Çà et là dans la plaine infertile paissaient des troupeaux de moutons. Debout sur le bord du chemin, un berger enveloppé dans une longue cape que ses mains retenaient sur sa poitrine, la tête protégée par un capuchon dont le pompon rouge s’agitait follement, tournait le dos au vent  ; et immobile sous la bourrasque, sa grande silhouette se détachait en noir sur le ciel embrasé. Son chien, le poil soulevé, hérissé, se serrait contre lui, dans la protection de la limousine dont le bas sans cesse s’emportait. Le troupeau paraissait hébété. Ahuri, la tête basse, il attendait dans une attitude résignée l’heure de la rentrée.
Le mistral, au coucher du soleil, ne s’était pas calmé. C’était encore, dans une explosion de cris, un déchaînement de forces indomptées que rien n’arrêtait plus, libres enfin dans cette étendue infinie de déployer toute leur puissance. Hurlant dans une rage arrivée à son paroxysme, elles se ruaient sur la Crau, désespérées de ne rien trouver à faire plier, à broyer dans ce désert de pierre.
Le vent soufflait précisément suivant l’axe de la route et peut-être est-ce cette circonstance qui me rappela une gravure hollandaise représentant une course de bicyclettes à voile. L’occasion était unique pour tenter l’expérience.
Je descendis de machine, vérifiai soigneusement le serrage des écrous et m’assurai du fonctionnement de mes deux freins.

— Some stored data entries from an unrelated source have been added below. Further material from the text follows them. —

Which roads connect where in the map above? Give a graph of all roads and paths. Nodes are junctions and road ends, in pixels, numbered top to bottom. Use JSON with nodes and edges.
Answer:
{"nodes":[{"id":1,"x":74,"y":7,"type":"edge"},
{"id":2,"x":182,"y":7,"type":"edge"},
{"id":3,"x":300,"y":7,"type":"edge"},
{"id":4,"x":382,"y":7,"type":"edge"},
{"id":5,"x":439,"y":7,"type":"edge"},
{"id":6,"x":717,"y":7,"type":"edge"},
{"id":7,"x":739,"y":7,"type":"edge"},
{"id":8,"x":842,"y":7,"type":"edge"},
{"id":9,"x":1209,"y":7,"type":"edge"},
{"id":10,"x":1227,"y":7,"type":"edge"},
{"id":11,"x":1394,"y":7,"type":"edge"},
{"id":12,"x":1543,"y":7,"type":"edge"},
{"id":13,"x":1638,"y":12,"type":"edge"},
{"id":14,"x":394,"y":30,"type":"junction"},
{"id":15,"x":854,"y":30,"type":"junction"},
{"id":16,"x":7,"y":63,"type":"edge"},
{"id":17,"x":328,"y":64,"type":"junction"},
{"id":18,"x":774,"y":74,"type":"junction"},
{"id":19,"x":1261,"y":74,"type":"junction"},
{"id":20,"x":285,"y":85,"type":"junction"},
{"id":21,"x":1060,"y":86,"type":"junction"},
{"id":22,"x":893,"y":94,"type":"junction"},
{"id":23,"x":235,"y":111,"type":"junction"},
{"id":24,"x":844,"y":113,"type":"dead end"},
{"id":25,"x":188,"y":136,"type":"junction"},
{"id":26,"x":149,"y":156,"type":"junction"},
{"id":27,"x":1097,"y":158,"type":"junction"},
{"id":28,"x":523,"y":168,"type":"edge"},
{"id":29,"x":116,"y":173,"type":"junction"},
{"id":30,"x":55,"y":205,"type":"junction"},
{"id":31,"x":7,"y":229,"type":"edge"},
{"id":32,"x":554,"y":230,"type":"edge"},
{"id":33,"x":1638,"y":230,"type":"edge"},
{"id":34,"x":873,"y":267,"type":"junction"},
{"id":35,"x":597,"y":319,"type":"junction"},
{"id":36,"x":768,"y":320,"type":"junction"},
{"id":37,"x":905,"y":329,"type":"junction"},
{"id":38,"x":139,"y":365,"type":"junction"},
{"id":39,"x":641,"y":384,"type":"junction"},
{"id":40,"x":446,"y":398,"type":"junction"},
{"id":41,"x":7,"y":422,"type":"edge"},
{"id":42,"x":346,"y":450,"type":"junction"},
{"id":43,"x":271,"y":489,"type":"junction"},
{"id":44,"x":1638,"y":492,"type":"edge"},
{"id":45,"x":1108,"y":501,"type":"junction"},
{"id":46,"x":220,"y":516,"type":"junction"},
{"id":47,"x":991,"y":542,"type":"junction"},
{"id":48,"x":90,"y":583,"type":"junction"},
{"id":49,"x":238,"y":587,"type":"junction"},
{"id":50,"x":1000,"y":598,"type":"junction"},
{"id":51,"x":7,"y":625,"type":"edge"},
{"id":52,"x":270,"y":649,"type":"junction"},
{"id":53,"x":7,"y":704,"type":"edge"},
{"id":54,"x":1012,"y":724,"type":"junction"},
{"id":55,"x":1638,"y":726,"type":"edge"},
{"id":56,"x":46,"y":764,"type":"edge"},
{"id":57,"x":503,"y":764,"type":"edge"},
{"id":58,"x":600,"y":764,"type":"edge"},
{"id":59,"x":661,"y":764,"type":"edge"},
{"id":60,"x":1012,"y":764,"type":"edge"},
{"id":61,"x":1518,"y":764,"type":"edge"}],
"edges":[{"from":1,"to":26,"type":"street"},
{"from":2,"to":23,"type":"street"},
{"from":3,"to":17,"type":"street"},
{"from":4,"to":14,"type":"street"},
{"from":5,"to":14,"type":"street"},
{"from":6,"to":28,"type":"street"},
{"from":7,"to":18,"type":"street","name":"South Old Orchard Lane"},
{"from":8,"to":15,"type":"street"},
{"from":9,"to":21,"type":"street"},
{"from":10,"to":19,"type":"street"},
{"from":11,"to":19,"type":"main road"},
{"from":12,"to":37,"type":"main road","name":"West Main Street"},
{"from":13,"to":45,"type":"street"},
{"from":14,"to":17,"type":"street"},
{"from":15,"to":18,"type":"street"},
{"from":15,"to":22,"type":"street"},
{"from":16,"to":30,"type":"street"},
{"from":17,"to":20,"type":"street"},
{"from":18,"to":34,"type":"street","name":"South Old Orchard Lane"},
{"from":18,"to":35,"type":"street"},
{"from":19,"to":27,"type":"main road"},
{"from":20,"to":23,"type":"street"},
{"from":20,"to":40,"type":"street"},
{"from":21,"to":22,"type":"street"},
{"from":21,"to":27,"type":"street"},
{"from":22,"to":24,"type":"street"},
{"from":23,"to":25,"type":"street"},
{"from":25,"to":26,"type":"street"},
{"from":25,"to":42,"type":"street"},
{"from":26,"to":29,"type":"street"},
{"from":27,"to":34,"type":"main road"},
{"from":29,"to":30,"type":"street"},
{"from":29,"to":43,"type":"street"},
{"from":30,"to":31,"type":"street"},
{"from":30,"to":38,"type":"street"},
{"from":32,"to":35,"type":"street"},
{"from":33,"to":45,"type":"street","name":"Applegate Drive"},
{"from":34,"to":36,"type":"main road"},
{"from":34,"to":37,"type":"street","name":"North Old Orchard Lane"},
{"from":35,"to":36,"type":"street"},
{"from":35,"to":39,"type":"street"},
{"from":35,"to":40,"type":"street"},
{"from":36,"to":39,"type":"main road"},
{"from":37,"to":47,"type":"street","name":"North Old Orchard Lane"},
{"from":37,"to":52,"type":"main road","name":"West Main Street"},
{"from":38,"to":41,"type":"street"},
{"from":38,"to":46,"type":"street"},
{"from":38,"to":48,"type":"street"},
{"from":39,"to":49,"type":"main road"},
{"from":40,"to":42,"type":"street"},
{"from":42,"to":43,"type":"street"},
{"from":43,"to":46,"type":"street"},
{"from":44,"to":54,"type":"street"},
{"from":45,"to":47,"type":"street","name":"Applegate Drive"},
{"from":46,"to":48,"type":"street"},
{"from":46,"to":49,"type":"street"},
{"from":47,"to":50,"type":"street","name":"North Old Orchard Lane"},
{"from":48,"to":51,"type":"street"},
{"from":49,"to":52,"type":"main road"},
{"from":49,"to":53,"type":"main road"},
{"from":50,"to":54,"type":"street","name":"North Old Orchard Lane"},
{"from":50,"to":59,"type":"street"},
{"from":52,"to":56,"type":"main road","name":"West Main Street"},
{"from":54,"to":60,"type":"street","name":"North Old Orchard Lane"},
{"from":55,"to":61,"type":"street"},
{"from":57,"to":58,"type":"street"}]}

Par un moyen très simple, j’établis une voile offrant une grande prise au vent et, sautant en selle, je m’abandonnai au souffle puissant de l’ouragan.
Et ce fut alors une course folle, fantastique. J’atteignis bientôt une vitesse prodigieuse, inouïe. Était-ce du cinquante, du soixante à l’heure  ? je ne sais. Mais les cailloux de la Crau fuyaient en mosaïque, et la route devenait un long ruban qui, en sens contraire, se déroulait vertigineusement sous moi.
La griserie de la vitesse m’avait pris et je courais comme dans un rêve merveilleux, frissonnant de bonheur, aspirant l’air pur avec ravissement, les yeux fixés sur l’incendie du couchant.
Je sentais sous moi ma bicyclette frémissante, je la sentais vivre de ma vie, nous vibrions de concert et nous ne faisions qu’un. Tel un centaure musclé d’acier.
Mon corps n’existait plus, seul l’esprit veillait, et dans l’ivresse de l’espace dévoré, je goûtais la joie de vivre élevée à une puissance inconnue. Vivre ainsi était une volupté sans pareille...
Tout à coup, j’aperçus les vieux cyprès de la route d’Arles que j’allais croiser. Je serrai mes deux freins et je passai. Ensuite je me donnai encore à la capiteuse jouissance et la tempête m’emporta de nouveau.
J’arrivai comme la foudre à la croisée de Miramas, mais surpris, je n’osai tenter le virage et ne m’arrêtai que deux cents mètres plus loin, sur la route d’Entressen.
Je descendis de machine et m’assis à l’abri d’un taillis. Je restai là un quart d’heure, les nerfs affolés, brisé, presque anéanti par la rapidité de ma course.
Quand je me relevai, la nuit était venue, une ombre grise recouvrait la route et déjà, dans les profondeurs du ciel quelques étoiles s’allumaient. Aucune lumière ne brillait sur l’immense plaine, seule la grande voix du mistral s’entendait. J’avais la sensation d’être dans un désert.
Soudain, au loin, une multitude de soleils bleuâtres dont l’éclat éblouissait mes yeux, étincelèrent à la fois, illuminant la nuit. Je crus être le jouet d’une hallucination, d’un fabuleux mirage  : c’étaient les feux magiques d’un palais enchanté, d’un palais des mille et une nuits.
Saisi, je regardai. Bientôt la mémoire me revint et je reconnus les hautes lampes électriques du Triage.
Ce fut dans ce décor de féerie qu’apparut Miramas.